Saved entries
"""
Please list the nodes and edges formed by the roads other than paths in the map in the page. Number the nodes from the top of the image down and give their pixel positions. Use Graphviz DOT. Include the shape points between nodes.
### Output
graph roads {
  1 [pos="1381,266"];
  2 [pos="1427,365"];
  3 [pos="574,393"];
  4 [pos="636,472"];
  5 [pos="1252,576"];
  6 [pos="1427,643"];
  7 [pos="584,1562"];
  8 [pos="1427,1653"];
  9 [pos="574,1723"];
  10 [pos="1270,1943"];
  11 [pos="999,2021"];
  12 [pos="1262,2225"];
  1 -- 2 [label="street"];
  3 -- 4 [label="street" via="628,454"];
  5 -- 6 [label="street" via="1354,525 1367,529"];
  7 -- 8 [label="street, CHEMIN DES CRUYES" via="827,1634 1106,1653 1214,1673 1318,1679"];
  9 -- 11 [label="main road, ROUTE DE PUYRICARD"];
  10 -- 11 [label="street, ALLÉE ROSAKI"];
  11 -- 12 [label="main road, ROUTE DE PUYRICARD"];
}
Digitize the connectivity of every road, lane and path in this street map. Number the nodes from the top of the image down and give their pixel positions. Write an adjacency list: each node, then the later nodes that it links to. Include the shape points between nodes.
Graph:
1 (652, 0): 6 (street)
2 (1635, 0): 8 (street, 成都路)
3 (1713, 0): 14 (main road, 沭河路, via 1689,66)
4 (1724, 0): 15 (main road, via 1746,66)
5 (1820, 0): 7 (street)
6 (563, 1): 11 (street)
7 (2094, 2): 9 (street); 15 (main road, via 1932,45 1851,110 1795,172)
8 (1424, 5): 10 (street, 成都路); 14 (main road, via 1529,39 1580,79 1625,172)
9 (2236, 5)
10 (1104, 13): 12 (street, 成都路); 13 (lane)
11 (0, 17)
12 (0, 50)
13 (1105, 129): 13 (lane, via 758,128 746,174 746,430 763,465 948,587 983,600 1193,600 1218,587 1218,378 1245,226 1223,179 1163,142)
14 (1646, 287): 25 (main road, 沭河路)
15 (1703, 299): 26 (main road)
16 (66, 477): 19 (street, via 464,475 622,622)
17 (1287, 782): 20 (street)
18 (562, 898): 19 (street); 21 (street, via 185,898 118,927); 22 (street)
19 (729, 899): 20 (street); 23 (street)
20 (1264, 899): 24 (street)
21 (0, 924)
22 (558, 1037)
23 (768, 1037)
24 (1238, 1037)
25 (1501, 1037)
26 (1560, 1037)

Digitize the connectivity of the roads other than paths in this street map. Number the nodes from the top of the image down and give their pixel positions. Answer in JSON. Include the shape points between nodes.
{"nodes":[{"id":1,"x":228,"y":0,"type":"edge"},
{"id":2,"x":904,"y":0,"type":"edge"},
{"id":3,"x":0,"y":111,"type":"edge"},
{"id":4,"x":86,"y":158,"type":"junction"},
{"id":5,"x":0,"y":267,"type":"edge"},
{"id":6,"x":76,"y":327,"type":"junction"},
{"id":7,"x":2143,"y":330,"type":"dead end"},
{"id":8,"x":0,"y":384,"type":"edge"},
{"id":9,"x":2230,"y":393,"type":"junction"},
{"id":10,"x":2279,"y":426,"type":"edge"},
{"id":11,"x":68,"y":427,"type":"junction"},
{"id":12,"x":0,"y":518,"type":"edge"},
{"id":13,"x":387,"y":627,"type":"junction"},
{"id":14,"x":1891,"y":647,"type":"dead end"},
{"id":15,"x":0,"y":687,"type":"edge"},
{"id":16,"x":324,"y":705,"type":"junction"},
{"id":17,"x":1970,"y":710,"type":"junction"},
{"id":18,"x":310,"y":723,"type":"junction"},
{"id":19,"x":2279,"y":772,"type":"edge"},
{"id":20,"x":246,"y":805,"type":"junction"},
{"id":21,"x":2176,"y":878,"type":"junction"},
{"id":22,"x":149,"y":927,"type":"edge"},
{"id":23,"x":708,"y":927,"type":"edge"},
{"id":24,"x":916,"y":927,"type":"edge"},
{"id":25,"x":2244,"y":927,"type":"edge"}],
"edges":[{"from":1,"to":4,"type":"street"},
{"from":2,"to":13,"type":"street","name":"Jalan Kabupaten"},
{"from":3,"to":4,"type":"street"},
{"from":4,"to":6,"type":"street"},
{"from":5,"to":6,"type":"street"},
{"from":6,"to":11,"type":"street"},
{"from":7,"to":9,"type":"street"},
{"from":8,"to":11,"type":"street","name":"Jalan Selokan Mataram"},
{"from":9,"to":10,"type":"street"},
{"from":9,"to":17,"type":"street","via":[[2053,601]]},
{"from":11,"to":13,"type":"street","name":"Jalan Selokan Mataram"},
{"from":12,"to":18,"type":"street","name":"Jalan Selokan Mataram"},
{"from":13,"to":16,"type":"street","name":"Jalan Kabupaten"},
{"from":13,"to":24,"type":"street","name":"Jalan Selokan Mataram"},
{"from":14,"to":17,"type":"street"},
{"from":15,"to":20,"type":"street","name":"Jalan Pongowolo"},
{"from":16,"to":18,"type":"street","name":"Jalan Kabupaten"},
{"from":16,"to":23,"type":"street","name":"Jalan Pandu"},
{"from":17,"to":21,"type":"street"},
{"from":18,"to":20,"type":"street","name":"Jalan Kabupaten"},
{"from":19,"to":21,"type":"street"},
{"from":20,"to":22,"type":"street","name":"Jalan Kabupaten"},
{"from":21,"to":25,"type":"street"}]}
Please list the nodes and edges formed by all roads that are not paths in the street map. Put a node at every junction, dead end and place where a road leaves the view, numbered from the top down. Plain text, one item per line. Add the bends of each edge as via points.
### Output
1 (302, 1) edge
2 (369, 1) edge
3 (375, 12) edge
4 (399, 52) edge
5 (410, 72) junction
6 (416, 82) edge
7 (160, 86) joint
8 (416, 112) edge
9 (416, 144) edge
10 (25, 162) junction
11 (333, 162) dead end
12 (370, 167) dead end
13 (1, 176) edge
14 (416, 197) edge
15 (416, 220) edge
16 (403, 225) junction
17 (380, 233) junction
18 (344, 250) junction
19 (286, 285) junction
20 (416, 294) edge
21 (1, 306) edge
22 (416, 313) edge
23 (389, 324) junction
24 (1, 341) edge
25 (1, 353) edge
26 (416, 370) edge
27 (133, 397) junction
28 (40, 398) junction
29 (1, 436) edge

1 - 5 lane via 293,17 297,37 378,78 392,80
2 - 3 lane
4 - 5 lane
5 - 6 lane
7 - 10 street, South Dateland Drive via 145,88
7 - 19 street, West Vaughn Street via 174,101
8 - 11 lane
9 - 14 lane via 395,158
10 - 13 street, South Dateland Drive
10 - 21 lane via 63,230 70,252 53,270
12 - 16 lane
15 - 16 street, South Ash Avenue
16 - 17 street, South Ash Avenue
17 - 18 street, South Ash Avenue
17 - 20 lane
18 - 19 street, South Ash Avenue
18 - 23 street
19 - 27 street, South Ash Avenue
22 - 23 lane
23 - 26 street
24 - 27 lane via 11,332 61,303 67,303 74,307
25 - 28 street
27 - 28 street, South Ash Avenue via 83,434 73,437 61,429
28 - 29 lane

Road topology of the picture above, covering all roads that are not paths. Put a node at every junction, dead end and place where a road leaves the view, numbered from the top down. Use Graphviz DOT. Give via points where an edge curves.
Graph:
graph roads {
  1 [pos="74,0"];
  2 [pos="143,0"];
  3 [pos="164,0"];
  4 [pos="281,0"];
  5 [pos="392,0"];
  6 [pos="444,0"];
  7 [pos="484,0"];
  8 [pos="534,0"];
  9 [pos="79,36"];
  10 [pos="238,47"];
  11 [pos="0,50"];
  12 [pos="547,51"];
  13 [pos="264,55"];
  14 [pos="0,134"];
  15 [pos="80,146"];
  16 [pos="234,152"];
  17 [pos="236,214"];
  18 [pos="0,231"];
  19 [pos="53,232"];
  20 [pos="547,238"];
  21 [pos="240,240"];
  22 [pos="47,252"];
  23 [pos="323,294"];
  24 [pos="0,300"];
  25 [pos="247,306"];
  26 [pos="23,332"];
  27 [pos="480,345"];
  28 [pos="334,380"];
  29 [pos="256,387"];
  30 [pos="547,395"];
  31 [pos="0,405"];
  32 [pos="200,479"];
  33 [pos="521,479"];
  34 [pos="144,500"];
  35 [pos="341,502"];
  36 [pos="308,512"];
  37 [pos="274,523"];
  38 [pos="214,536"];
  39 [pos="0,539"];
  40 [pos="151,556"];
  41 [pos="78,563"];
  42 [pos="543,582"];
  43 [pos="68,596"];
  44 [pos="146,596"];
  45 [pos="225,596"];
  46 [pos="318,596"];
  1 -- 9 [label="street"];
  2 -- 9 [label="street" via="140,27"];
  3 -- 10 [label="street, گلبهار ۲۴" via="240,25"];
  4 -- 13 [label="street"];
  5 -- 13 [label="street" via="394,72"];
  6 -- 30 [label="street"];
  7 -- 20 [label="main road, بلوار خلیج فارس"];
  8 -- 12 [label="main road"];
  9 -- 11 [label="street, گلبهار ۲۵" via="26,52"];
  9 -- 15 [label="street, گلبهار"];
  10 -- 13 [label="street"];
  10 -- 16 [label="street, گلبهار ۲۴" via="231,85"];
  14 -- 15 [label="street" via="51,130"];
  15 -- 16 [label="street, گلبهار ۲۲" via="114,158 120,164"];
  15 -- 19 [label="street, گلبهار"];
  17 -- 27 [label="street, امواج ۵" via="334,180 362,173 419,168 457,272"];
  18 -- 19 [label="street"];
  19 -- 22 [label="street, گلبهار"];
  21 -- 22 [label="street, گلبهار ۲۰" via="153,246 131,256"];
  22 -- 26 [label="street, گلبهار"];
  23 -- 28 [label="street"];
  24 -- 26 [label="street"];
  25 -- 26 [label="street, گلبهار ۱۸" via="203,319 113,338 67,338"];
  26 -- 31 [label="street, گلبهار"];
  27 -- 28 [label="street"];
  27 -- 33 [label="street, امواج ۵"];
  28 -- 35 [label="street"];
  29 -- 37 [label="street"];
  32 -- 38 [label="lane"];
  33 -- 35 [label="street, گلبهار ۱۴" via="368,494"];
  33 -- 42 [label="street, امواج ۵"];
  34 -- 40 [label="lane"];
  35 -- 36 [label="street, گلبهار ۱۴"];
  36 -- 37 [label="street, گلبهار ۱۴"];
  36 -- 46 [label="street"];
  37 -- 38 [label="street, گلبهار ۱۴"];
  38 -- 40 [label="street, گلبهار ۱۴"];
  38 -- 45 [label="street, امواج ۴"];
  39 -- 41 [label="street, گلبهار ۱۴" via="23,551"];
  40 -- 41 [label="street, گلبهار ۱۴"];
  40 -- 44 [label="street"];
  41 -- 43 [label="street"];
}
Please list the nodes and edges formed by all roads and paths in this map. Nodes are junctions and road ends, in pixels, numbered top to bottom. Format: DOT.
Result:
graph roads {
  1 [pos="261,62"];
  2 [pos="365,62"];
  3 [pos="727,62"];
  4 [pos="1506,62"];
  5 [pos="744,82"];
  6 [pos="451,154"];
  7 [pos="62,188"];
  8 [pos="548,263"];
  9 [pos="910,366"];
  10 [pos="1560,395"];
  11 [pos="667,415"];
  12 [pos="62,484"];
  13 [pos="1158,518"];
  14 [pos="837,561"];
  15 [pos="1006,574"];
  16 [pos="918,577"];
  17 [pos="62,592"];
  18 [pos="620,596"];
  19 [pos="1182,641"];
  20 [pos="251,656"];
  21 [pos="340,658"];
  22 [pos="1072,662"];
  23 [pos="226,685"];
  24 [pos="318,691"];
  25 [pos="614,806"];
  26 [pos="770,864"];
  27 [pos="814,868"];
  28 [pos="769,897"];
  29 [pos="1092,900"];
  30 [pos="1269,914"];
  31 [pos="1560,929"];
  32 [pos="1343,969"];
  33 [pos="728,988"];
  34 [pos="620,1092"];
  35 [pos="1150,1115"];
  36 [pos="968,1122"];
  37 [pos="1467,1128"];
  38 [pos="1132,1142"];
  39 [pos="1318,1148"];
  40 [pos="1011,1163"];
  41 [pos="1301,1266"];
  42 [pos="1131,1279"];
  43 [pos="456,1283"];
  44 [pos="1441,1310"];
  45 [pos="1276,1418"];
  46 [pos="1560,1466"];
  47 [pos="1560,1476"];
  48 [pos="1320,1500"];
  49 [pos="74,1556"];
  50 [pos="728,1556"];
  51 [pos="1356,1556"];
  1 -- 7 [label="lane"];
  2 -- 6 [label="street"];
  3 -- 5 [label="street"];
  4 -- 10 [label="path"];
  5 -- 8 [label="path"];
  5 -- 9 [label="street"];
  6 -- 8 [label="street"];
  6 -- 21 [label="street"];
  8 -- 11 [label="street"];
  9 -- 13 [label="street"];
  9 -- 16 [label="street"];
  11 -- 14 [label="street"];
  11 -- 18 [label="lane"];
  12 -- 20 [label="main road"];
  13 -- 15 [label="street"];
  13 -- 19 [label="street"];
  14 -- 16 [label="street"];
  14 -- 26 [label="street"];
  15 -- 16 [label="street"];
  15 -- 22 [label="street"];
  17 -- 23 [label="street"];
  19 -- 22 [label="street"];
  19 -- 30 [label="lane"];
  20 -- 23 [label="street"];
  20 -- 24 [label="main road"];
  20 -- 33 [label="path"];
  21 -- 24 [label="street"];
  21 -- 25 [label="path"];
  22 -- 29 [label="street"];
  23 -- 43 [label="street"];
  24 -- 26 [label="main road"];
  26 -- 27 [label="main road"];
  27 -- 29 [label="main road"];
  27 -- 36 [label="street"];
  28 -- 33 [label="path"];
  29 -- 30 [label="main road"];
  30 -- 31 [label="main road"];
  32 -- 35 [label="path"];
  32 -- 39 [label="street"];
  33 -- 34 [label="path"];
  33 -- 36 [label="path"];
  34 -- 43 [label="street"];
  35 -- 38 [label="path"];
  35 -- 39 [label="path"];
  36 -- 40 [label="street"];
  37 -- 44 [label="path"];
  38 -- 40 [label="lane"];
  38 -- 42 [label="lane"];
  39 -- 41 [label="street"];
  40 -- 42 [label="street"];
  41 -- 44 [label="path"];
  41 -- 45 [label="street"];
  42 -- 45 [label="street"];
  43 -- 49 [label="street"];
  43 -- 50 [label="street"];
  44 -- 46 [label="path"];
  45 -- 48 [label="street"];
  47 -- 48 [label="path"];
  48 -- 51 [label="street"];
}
"""
* **EXERCISE**: Work out how many lines above contain "Drive"; write only the number.

* **TASK RESPONSE**: 2